Implementation Detail: blah

possiblyEmptyCat :: KnownEmpty -> (Cat, [Rule]) -> MatchesEmpty [OptSentForm] Source #

Determines whether the given non-terminal category with the given production rules could match empty.

The returned list is a choice list of OptSentForm, with Optional applied to symbols which are within the known empty set. When combined using choice, the returned list is equivalent to the original rules, except that the returned list has empty matches removed. If the category previously matched empty, this is encoded as the MatchesEmpty variant.

possiblyEmptyCats :: [(Cat, [Rule])] -> KnownEmpty -> KnownEmpty Source #

Updates the set of known empty symbols according to the given grammar. Returns the new set, which is made up of the previous set unioned with any newly-discovered empty matching symbols.
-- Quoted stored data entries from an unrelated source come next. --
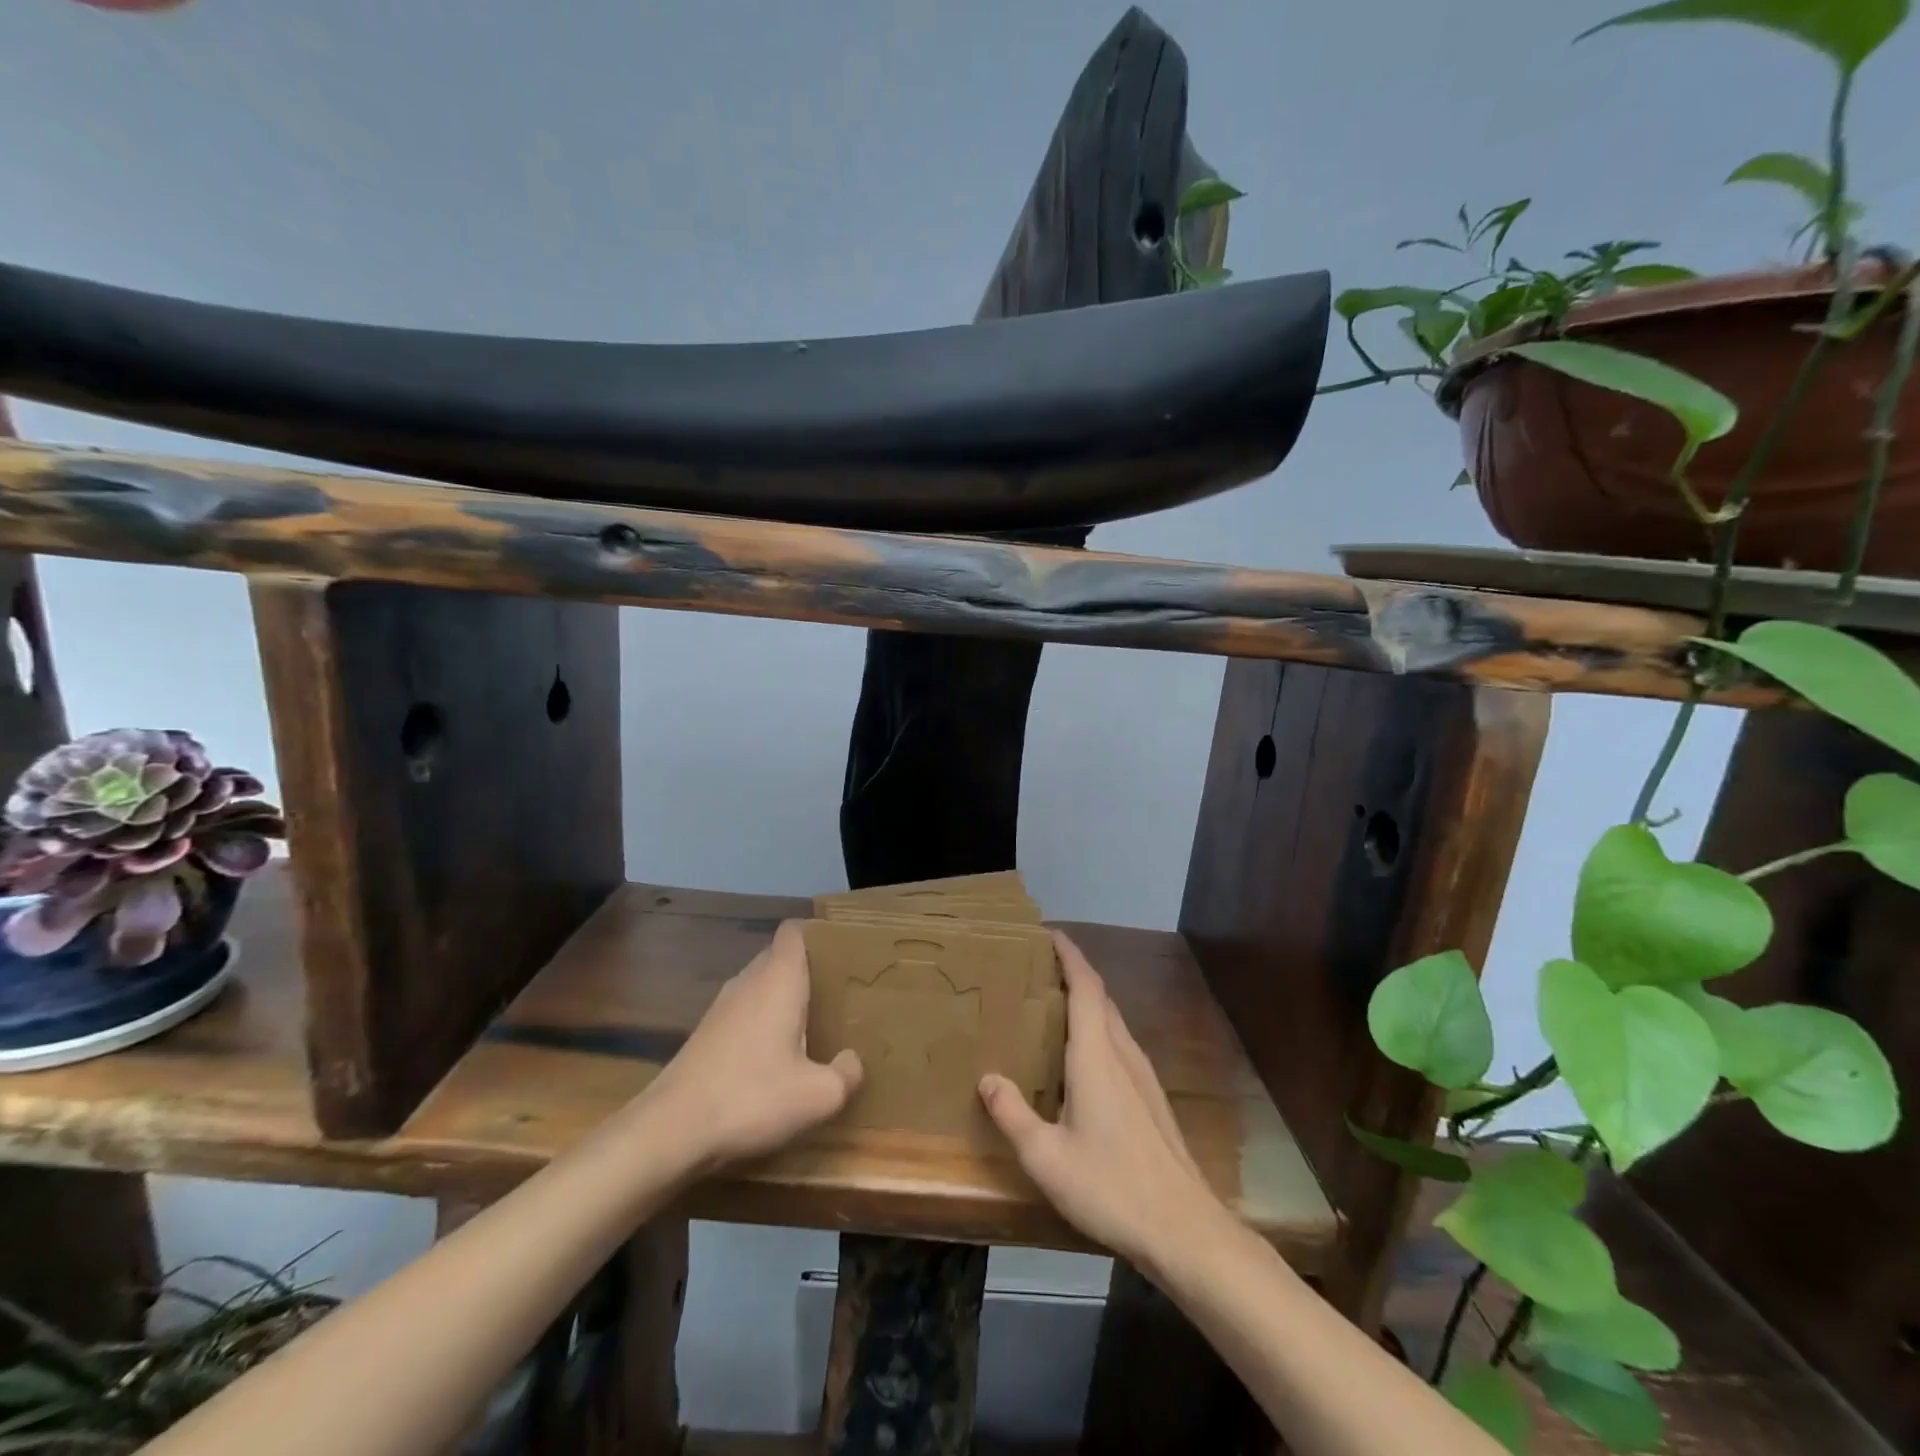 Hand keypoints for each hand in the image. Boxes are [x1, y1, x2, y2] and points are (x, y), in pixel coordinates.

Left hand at [641, 920, 861, 1173]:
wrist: (671, 1131)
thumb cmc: (752, 1097)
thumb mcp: (817, 1096)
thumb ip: (846, 1074)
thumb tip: (852, 1060)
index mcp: (779, 979)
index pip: (794, 932)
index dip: (817, 936)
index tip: (841, 954)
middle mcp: (748, 981)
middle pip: (779, 957)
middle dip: (807, 970)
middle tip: (836, 994)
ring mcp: (722, 1007)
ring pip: (760, 985)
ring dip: (783, 999)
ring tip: (812, 1025)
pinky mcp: (706, 1034)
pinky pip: (744, 1011)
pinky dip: (762, 1022)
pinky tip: (775, 1057)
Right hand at [979, 932, 1233, 1270]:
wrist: (1182, 1228)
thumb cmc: (1110, 1186)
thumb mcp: (1046, 1157)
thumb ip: (1013, 1115)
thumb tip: (988, 1078)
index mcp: (1096, 1056)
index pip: (1086, 987)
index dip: (1070, 956)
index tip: (1051, 934)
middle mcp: (1123, 1054)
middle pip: (1101, 998)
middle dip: (1075, 975)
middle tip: (1041, 969)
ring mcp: (1143, 1076)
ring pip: (1114, 1022)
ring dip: (1089, 1003)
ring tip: (1056, 1008)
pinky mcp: (1152, 1098)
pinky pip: (1121, 1045)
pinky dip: (1099, 1031)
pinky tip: (1084, 1061)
This is one step of the fixpoint computation in fixPointKnownEmpty.

Fixpoint and transformations

For users of this module, these are the main functions of interest.

fixPointKnownEmpty :: [(Cat, [Rule])] -> KnownEmpty Source #

Computes the complete set of symbols which are known to match empty, using the given non-terminal production rules.

This should be given the list of parsable grammar rules, e.g., from 'BNFC.CF.ruleGroups.

transformEmptyMatches :: KnownEmpty -> SentForm -> [OptSentForm] Source #

Transforms the given sentence such that the returned sentential form does not match the empty string, and contains Optional terms where needed.

The returned list is a choice list which is equivalent to the given sentential form, but for the (potential) subtraction of empty matches.

Optional is inserted around symbols which previously matched the empty string (according to the given KnownEmpty). This compensates for transformEmptyMatches being applied to other rules of the grammar.

After this transformation is applied to all rules of the grammar, the grammar should accept an identical language. However, the exact nodes which match certain strings might change.